In this section, we begin expanding our repertoire of trigonometric identities.

The sum and difference identities

$\cos (\alpha -\beta )=\cos (\alpha )\cos (\beta )+\sin (\alpha )\sin (\beta )$

$\cos (\alpha +\beta )=\cos (\alpha )\cos (\beta )-\sin (\alpha )\sin (\beta )$

$\sin (\alpha +\beta )=\sin (\alpha )\cos (\beta )+\cos (\alpha )\sin (\beta )$

$\sin (\alpha -\beta )=\sin (\alpha )\cos (\beta )-\cos (\alpha )\sin (\beta )$

We will prove the difference of angles identity for cosine. The rest of the identities can be derived from this one.

Proof of the difference of angles identity for cosine $A circle centered at the origin.

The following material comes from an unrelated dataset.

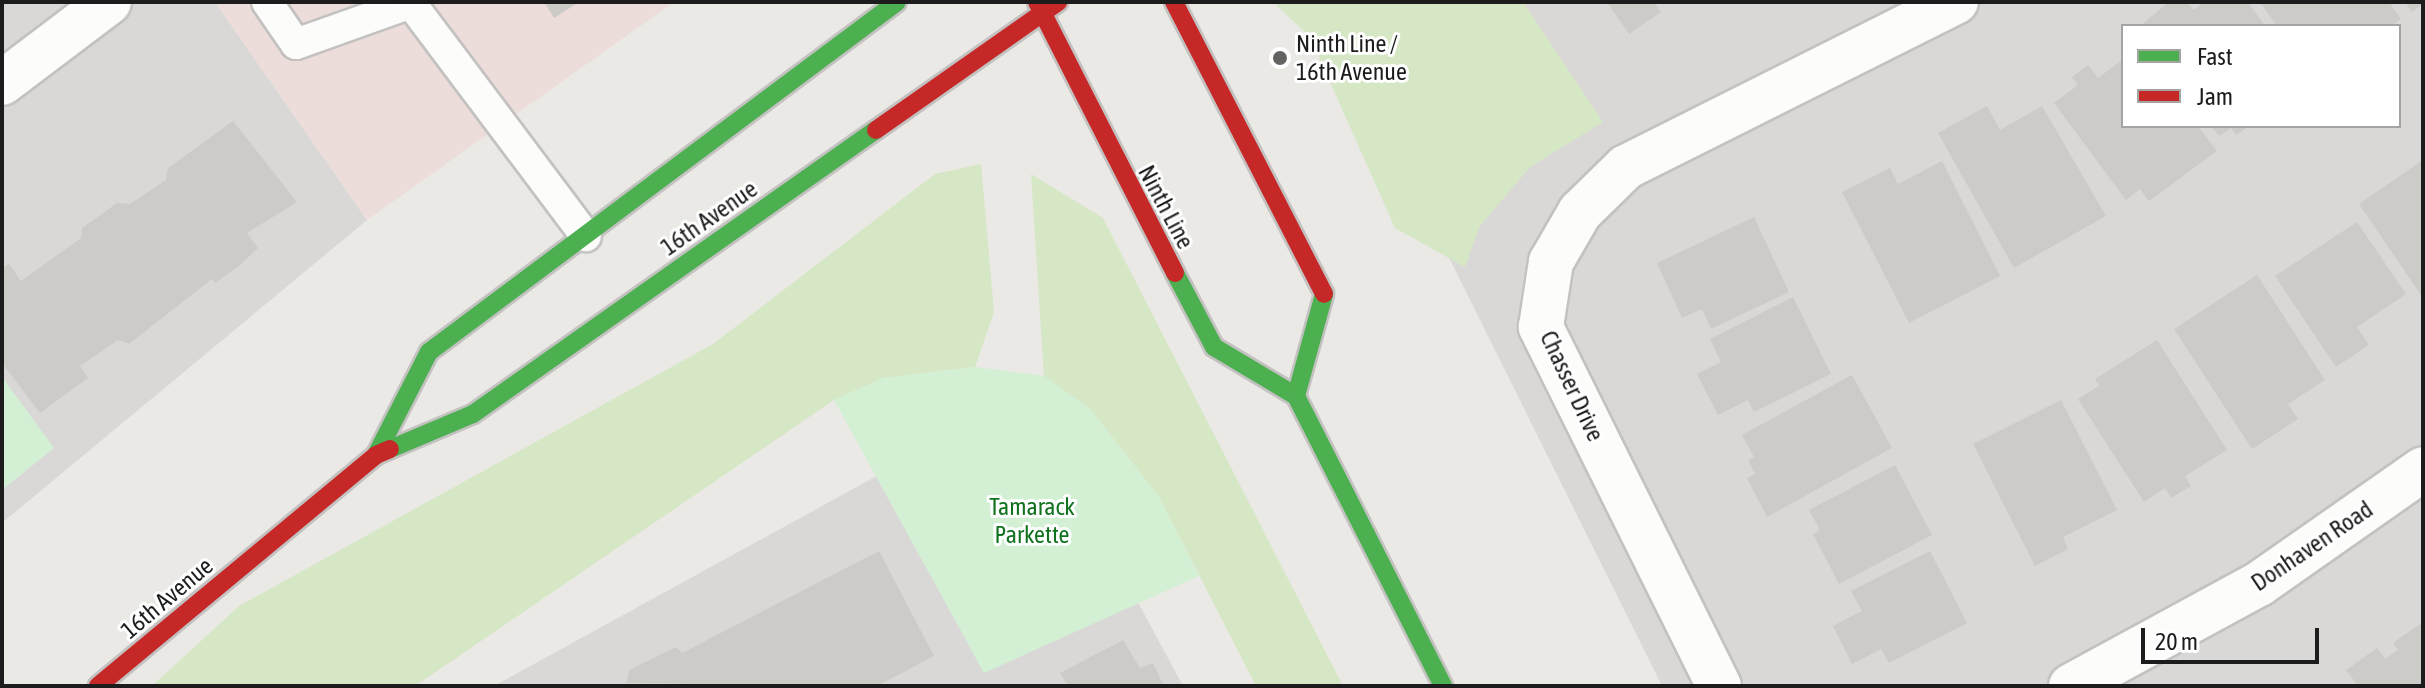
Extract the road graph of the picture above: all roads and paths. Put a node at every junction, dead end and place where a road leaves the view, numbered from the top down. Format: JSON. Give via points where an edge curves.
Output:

The terminal point at angle zero is labeled D. The terminal point at angle beta is labeled Q. The terminal point at angle alpha is labeled P. The terminal point at angle alpha minus beta is labeled C. Dashed lines are drawn from D to C and from Q to P.$

Consider two points on a unit circle:

$P$ at an angle of $\alpha$ from the positive $x$ axis with coordinates $\left(\cos (\alpha ),\sin (\alpha )\right)$ , and $Q$ at an angle of $\beta$ with coordinates $\left(\cos (\beta ),\sin (\beta)\right)$ .

Notice the measure of angle $POQ$ is $\alpha$ – $\beta$ . Label two more points:

$C$ at an angle of $\alpha$ – $\beta$ , with coordinates $\left(\cos (\alpha -\beta ),\sin (\alpha -\beta )\right)$ ,

$D$ at the point (1, 0).

Notice that the distance from $C$ to $D$ is the same as the distance from $P$ to $Q$ because triangle $COD$ is a rotation of triangle $POQ$ .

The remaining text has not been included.